Task item =
Needed from the data below: all lines that contain the word "Caura".
(Data supplied)
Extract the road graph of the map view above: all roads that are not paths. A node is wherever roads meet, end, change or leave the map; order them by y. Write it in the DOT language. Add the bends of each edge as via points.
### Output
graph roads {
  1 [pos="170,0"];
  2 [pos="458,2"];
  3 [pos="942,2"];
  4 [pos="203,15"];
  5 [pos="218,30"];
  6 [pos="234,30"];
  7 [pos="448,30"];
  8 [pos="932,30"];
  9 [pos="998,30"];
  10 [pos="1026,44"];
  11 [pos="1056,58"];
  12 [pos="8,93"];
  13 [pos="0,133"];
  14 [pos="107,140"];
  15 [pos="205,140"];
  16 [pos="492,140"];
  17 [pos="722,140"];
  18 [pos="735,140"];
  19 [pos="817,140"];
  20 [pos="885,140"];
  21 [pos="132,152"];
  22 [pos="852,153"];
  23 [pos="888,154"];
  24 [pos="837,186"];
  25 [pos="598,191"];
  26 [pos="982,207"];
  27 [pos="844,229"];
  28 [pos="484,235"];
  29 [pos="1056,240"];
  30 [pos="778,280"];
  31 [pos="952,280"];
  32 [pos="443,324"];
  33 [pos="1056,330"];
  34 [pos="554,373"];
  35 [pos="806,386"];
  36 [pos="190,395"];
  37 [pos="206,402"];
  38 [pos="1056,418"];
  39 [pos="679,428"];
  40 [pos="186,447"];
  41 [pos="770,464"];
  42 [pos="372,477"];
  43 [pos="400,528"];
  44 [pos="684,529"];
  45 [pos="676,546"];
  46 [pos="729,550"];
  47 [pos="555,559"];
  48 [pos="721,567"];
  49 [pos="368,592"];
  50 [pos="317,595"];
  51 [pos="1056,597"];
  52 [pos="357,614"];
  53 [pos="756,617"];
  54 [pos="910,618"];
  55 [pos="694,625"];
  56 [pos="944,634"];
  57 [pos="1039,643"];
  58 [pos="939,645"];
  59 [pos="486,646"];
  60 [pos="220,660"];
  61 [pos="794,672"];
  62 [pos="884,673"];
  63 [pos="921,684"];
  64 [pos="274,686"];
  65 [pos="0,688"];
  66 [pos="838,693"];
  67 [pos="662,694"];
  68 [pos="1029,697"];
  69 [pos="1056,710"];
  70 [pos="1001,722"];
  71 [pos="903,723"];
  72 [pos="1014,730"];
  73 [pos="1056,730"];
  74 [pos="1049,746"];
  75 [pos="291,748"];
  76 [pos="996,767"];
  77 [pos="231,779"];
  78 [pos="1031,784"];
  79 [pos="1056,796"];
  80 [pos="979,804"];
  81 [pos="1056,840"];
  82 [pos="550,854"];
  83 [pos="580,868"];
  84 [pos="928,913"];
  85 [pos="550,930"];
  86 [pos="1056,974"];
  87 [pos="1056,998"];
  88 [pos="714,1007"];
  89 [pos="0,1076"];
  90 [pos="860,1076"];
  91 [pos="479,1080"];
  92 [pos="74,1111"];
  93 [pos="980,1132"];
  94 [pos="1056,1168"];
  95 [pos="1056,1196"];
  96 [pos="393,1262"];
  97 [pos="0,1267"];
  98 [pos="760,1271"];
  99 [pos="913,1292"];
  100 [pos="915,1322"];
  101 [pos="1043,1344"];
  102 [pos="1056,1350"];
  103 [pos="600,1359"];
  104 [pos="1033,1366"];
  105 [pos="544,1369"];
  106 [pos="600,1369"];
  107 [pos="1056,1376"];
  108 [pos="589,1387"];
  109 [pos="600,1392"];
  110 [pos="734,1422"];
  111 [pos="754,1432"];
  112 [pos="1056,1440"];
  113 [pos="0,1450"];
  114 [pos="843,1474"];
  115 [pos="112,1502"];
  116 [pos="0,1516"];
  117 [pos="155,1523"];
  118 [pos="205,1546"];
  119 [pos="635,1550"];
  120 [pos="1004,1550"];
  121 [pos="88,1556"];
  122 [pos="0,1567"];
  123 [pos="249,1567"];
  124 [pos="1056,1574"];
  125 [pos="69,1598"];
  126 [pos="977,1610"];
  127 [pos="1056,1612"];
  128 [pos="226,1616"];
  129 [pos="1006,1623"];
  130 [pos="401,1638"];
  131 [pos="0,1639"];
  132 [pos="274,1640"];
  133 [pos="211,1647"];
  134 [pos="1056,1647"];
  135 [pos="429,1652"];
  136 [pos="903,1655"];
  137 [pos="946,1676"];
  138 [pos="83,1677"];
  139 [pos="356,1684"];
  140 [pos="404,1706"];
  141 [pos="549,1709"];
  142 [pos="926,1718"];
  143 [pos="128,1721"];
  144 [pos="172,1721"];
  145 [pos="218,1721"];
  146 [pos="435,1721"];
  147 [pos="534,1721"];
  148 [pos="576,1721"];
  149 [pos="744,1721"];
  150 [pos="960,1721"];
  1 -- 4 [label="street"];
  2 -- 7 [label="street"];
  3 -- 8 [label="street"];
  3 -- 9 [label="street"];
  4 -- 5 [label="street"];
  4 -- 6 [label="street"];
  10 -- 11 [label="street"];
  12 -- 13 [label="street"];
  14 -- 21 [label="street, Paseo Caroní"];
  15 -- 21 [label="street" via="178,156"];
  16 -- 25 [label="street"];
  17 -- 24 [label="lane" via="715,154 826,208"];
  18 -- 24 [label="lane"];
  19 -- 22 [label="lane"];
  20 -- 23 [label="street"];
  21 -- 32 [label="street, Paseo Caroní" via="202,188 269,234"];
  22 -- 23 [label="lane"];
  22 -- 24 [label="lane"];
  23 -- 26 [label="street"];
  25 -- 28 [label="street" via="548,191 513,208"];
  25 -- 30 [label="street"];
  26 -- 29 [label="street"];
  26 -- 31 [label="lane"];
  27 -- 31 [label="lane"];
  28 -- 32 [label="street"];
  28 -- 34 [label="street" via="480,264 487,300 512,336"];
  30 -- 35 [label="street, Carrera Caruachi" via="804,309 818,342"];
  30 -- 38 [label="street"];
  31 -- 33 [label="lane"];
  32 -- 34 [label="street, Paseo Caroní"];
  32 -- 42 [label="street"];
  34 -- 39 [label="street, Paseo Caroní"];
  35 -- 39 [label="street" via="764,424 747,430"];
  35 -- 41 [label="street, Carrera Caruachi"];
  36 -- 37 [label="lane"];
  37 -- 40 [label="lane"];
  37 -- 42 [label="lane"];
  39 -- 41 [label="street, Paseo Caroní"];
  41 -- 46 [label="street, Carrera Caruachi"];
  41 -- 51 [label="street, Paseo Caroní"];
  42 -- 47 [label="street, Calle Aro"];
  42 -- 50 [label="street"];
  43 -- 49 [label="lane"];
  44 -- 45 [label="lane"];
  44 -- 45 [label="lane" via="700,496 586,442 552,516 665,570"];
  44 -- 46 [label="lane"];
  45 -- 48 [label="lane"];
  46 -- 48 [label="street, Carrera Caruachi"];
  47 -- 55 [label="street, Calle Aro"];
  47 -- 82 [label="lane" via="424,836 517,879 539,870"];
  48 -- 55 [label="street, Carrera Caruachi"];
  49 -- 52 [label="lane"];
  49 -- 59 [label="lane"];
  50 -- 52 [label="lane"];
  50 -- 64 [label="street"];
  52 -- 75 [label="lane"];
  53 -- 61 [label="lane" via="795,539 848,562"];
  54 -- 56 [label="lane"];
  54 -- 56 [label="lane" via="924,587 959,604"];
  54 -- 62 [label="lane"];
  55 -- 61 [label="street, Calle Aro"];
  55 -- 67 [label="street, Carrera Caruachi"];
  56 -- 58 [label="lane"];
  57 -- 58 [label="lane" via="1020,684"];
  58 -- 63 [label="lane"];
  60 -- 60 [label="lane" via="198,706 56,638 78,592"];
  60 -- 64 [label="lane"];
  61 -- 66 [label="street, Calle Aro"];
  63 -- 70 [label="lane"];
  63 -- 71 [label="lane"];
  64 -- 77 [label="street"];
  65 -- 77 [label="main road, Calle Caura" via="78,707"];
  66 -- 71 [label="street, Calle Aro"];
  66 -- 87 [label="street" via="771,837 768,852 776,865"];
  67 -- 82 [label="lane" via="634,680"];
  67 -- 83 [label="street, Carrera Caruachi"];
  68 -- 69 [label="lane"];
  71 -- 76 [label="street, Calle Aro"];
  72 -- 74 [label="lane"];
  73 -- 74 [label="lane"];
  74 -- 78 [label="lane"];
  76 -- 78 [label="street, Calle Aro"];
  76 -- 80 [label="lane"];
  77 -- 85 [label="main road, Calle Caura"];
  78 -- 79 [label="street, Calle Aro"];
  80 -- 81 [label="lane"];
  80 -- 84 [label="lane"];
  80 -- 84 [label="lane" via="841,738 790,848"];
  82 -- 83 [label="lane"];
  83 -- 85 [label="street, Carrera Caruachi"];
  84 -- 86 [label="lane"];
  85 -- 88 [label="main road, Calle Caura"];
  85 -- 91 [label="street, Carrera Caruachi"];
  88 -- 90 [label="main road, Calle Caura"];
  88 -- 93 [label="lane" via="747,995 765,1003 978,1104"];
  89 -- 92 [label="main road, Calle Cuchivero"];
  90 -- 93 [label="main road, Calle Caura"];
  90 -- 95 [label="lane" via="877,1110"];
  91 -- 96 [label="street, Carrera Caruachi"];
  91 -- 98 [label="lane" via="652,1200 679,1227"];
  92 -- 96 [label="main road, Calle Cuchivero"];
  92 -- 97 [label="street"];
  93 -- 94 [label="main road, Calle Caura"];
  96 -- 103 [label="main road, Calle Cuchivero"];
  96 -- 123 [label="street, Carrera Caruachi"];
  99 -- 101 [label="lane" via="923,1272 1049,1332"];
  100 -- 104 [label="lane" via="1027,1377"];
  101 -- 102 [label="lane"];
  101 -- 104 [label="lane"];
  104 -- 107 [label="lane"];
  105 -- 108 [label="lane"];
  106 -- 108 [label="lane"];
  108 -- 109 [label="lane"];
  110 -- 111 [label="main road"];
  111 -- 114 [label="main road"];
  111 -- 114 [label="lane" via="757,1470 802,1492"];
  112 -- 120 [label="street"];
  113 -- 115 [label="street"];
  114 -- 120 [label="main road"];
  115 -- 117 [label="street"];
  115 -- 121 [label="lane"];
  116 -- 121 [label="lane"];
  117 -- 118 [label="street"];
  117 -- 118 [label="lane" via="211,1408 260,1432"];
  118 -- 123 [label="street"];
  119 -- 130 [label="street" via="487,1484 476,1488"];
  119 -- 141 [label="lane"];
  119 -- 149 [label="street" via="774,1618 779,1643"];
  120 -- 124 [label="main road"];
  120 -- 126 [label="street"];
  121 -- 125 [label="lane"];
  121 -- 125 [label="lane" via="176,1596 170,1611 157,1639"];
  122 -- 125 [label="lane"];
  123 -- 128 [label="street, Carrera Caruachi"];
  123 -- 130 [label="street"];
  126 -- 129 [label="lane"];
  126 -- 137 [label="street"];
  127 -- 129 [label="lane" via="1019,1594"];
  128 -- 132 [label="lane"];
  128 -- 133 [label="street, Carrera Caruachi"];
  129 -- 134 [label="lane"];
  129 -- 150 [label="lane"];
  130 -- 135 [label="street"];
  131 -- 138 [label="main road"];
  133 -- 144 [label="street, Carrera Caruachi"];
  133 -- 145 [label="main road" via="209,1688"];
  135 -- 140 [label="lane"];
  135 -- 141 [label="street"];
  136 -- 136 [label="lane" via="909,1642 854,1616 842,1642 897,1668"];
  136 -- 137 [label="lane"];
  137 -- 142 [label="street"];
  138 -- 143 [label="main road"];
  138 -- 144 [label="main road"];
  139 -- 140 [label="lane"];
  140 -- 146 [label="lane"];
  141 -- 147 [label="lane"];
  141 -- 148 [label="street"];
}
(End Data supplied)
Output for this task =
  65 -- 77 [label="main road, Calle Caura" via="78,707"];
  77 -- 85 [label="main road, Calle Caura"];
  85 -- 88 [label="main road, Calle Caura"];
  88 -- 90 [label="main road, Calle Caura"];
  90 -- 93 [label="main road, Calle Caura"];
  93 -- 94 [label="main road, Calle Caura"];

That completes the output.